7. What’s something that you learned the hard way that you would like to share with others?
I've stepped outside of physiotherapy and have been on an entrepreneurial journey to share my knowledge with more people. What I have learned is that there are a lot of people out there who say they can do the work you need done who don’t actually know how to do the work. I’ve had to learn to ask more questions. In clinical practice I would never jump to a conclusion - I would ask a lot of questions and get them to show me things objectively. I learned how to apply this same principle in business the hard way.
8. What's the most valuable piece of advice you've ever received?
Technology & Innovation
9. Are there any blogs, podcasts or websites that you regularly follow?
The commonality between all resources that I seek out is that they are about the lived experience. Here are 3 blogs that I follow:
1) Health Skills by Ronnie Thompson, an occupational therapist in New Zealand 2) My Cuppa Jo by Joletta (Jo) Belton, a retired firefighter who writes to share her path through life with chronic pain 3) Pain Talks, a collection of stories of resilience, support and the resources to fill in the blanks on the subject of hurting and health care.
10. What role do you believe technology can play in rehabilitation for both practitioners and patients?

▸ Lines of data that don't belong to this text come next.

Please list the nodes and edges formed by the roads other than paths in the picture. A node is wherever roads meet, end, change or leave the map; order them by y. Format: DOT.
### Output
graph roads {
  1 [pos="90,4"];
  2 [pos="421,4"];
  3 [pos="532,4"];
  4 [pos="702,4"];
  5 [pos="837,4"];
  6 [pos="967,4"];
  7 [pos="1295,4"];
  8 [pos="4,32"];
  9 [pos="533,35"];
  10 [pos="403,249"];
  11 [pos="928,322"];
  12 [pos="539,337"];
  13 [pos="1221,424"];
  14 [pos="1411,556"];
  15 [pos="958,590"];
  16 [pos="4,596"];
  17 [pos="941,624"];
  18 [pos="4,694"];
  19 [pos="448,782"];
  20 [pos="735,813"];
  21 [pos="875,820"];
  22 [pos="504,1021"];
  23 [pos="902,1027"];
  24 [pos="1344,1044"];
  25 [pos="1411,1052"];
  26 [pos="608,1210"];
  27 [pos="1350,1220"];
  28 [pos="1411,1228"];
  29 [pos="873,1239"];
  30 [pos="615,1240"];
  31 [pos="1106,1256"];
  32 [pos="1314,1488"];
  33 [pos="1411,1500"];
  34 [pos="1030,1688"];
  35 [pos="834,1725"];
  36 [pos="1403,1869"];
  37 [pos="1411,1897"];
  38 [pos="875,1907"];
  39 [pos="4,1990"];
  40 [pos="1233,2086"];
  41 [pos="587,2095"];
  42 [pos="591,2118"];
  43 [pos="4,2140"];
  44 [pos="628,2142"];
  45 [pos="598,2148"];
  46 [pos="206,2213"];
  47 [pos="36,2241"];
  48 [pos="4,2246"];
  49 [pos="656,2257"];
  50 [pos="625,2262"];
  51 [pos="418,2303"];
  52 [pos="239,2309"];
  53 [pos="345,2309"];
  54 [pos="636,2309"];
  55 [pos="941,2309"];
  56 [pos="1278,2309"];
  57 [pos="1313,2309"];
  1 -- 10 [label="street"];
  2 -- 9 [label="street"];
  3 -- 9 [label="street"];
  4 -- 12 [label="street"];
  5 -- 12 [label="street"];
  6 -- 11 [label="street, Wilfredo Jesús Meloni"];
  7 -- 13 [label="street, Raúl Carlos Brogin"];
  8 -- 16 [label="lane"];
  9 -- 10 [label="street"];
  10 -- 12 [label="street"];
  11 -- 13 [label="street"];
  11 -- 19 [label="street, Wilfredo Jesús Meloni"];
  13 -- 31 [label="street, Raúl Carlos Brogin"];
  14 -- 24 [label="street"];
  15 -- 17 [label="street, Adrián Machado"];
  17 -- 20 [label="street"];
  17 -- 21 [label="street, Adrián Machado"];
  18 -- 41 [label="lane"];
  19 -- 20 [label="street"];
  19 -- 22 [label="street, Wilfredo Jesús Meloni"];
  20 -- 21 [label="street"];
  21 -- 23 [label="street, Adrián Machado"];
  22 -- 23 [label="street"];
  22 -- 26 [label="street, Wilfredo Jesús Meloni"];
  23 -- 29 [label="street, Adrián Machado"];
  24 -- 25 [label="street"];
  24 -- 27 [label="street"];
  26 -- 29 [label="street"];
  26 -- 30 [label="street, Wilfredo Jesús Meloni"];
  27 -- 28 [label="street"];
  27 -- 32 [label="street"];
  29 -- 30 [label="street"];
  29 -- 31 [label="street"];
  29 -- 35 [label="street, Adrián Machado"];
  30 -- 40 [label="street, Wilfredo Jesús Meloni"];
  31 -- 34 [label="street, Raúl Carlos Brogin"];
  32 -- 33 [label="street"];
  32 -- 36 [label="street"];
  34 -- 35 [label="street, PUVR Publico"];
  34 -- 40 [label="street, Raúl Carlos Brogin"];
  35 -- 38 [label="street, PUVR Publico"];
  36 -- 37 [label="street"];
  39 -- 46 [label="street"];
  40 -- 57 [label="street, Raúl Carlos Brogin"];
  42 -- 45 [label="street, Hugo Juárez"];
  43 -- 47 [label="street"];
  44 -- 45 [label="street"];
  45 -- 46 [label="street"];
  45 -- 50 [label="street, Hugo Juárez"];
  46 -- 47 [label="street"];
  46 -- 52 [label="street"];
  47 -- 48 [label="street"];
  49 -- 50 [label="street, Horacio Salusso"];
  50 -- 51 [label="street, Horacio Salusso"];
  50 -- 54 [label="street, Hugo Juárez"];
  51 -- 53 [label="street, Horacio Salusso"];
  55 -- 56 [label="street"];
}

To be able to get good care to those who otherwise wouldn’t be able to access good care. For example, those who are physically isolated, those who don’t have the financial means and those who physically can't get to the location they need to be (ie: those living in remote regions).
Technology allows us to reach all of those people we wouldn’t be otherwise be able to access it
To increase the capacity of practitioners. How do we get enough physiotherapists in Canada to integrate pain neuroscience into their practice in an effective way?
Technology gives us the capacity to reach more people and teach physiotherapists through online methods.